Wednesday, August 18, 2010

'"High schools are the downfall of American school reform," said Jack Jennings,...'

WSJ: Scores Stagnate at High Schools (via Newsalert):

New data show that fewer than 25% of 2010 graduates who took the ACT college-entrance exam possessed the academic skills necessary to pass entry-level courses, despite modest gains in college-readiness among U.S high-school students in the last few years.

15 Comments:

Blogger Topher said...

Generally speaking, high school sucks. Its collective values are subjugation by authority and stamping out those who don't conform.

Adolescent children are stuffed together and made to do makework simulacra instead of spending time with mentors and adults and apprenticing towards adult skills.
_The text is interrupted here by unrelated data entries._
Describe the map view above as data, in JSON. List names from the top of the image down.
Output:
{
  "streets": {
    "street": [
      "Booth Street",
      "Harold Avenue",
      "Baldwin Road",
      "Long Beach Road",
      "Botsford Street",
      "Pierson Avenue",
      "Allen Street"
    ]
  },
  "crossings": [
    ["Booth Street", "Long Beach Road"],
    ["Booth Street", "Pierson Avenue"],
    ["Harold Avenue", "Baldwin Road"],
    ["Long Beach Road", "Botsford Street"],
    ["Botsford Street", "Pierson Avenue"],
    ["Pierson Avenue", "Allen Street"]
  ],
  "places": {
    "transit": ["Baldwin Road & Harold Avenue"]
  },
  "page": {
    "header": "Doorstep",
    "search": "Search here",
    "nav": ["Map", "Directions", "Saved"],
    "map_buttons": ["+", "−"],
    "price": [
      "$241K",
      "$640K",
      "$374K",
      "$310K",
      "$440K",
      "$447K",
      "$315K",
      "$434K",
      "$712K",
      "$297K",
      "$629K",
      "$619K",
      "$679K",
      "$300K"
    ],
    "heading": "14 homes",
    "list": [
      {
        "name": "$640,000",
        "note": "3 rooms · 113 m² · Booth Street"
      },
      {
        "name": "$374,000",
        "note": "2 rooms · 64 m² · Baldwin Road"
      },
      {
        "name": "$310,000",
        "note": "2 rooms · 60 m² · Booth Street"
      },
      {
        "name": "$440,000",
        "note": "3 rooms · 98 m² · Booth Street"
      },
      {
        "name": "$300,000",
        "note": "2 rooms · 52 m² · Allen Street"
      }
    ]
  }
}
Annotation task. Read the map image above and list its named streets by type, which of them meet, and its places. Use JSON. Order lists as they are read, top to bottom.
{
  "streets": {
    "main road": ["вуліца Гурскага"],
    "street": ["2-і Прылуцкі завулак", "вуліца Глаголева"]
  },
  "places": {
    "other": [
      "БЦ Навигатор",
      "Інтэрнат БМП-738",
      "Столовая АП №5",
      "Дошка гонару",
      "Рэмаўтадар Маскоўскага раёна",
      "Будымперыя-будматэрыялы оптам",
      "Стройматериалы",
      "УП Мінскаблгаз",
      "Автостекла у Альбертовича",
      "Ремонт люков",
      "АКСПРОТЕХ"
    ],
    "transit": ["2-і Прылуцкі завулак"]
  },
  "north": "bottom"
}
The best and brightest can't get their needs met and are under social pressure from both teachers and peers to dumb themselves down.

Don't even get me started on the statistical profile of the teachers themselves.

9:24 AM, August 18, 2010  
Blogger Chuck Pelto said...

TO: Dr. Helen, et al.
RE: I See THIS, All the Time....

....on a citizens oversight commission I sit on.

They continually hammer the local university rep on the graduation, i.e., drop-out, rate at his institution while the local school district rep is continually giving cheerful reports on what a great job they're doing.

Next time I see such action, I'm going to go into medium-hover mode and start asking penetrating questions of the local school district rep.

Regards,

Chuck(le)
[Education makes a people easy to lead but difficult to drive. Easy to motivate but impossible to enslave.]

P.S. That must include education in the use of weapons.

After all, you cannot defeat a tyrant with mere words alone.

9:33 AM, August 18, 2010  
Blogger Chuck Pelto said...

TO: Topher
RE: I Have to Ask

Generally speaking, high school sucks. Its collective values are subjugation by authority and stamping out those who don't conform.

Adolescent children are stuffed together and made to do makework simulacra instead of spending time with mentors and adults and apprenticing towards adult skills.
-- Topher

When did YOU graduate from high school?

Regards,

Chuck(le)
[Education: Replacing an empty mind with an open one.]

P.S. Or so it was in the 1960s.....]

9:40 AM, August 18, 2010  
Blogger Obi-Wandreas, The Funky Viking said...

Complaining about the academics in high school is like complaining about water on the decks of the Titanic - it misses the point of where the problems start.

The kids I see in 7th and 8th grade are ones who have never learned the basics. They come in as kindergartners who don't know what a number is or what a letter is. They are then handed to teachers who are forced by district fiat to replace real math and English curricula with one piece of "reform" flotsam after another, with dire consequences for those who dare deviate. Many of these are so scripted, they actually tell teachers what to say and when.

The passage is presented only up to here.